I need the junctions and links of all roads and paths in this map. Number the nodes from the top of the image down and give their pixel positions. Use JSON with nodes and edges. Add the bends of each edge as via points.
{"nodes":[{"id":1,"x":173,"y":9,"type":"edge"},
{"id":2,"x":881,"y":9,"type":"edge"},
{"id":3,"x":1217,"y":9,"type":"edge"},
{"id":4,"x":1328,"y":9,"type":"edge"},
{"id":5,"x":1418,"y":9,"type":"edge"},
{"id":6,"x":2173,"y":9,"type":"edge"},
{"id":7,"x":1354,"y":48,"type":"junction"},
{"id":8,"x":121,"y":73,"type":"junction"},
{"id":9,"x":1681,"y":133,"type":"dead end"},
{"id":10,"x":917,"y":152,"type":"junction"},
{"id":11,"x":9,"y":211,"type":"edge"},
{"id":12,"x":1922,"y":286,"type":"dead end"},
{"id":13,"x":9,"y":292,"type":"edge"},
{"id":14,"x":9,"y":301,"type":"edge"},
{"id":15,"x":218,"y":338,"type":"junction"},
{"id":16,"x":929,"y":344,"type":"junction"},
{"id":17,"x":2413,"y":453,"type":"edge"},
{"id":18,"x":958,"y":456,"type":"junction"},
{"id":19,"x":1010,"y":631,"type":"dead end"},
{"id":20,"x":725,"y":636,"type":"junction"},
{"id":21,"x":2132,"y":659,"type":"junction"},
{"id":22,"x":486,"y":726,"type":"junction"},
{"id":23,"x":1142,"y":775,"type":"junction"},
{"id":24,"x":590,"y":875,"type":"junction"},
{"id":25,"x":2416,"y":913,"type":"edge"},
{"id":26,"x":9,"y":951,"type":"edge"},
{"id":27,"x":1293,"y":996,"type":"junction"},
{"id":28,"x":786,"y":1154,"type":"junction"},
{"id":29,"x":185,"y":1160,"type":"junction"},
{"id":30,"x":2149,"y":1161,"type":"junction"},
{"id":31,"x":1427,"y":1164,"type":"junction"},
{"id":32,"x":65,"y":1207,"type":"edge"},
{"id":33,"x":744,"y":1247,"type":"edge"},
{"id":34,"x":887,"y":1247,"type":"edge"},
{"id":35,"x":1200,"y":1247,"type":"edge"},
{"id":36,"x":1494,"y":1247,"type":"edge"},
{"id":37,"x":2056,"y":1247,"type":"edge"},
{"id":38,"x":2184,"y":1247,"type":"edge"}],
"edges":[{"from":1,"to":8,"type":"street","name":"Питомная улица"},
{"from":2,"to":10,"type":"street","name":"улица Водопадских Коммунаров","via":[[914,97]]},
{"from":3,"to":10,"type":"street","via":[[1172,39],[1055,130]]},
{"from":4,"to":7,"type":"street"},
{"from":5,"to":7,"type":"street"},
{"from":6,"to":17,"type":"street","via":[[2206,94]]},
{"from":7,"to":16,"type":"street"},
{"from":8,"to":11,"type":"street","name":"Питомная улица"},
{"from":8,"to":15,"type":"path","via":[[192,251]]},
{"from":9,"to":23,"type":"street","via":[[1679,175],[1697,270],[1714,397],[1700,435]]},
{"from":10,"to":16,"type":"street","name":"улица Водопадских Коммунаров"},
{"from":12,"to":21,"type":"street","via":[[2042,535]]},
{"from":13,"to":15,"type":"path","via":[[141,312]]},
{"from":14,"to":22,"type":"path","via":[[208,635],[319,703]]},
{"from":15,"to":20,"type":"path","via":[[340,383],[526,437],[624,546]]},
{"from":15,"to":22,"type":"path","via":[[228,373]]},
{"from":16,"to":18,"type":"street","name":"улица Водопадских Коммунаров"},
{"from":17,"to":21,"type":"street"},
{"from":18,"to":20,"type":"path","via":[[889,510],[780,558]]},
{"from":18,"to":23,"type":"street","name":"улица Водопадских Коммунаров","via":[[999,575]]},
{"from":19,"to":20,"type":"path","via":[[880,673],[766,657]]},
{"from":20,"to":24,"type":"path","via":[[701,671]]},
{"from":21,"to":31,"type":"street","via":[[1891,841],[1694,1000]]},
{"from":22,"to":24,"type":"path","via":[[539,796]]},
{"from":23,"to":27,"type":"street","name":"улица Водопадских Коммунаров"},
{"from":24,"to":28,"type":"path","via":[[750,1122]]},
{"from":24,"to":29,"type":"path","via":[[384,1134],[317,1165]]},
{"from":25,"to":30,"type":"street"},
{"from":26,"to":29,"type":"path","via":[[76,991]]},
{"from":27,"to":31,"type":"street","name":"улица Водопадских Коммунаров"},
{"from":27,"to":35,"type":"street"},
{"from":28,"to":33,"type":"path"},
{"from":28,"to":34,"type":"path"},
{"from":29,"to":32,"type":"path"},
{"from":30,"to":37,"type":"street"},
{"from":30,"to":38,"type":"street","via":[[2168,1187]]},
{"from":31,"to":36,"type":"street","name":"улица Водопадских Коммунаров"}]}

━━━━━━━━━━

* TASK GOAL
Wherever the string "edges" turns up in the material, copy the whole line.

* COMPLETED TASK
I need the junctions and links of all roads and paths in this map. Number the nodes from the top of the image down and give their pixel positions. Use JSON with nodes and edges. Add the bends of each edge as via points.
"edges":[{"from":1,"to":8,"type":"street","name":"Питомная улица"},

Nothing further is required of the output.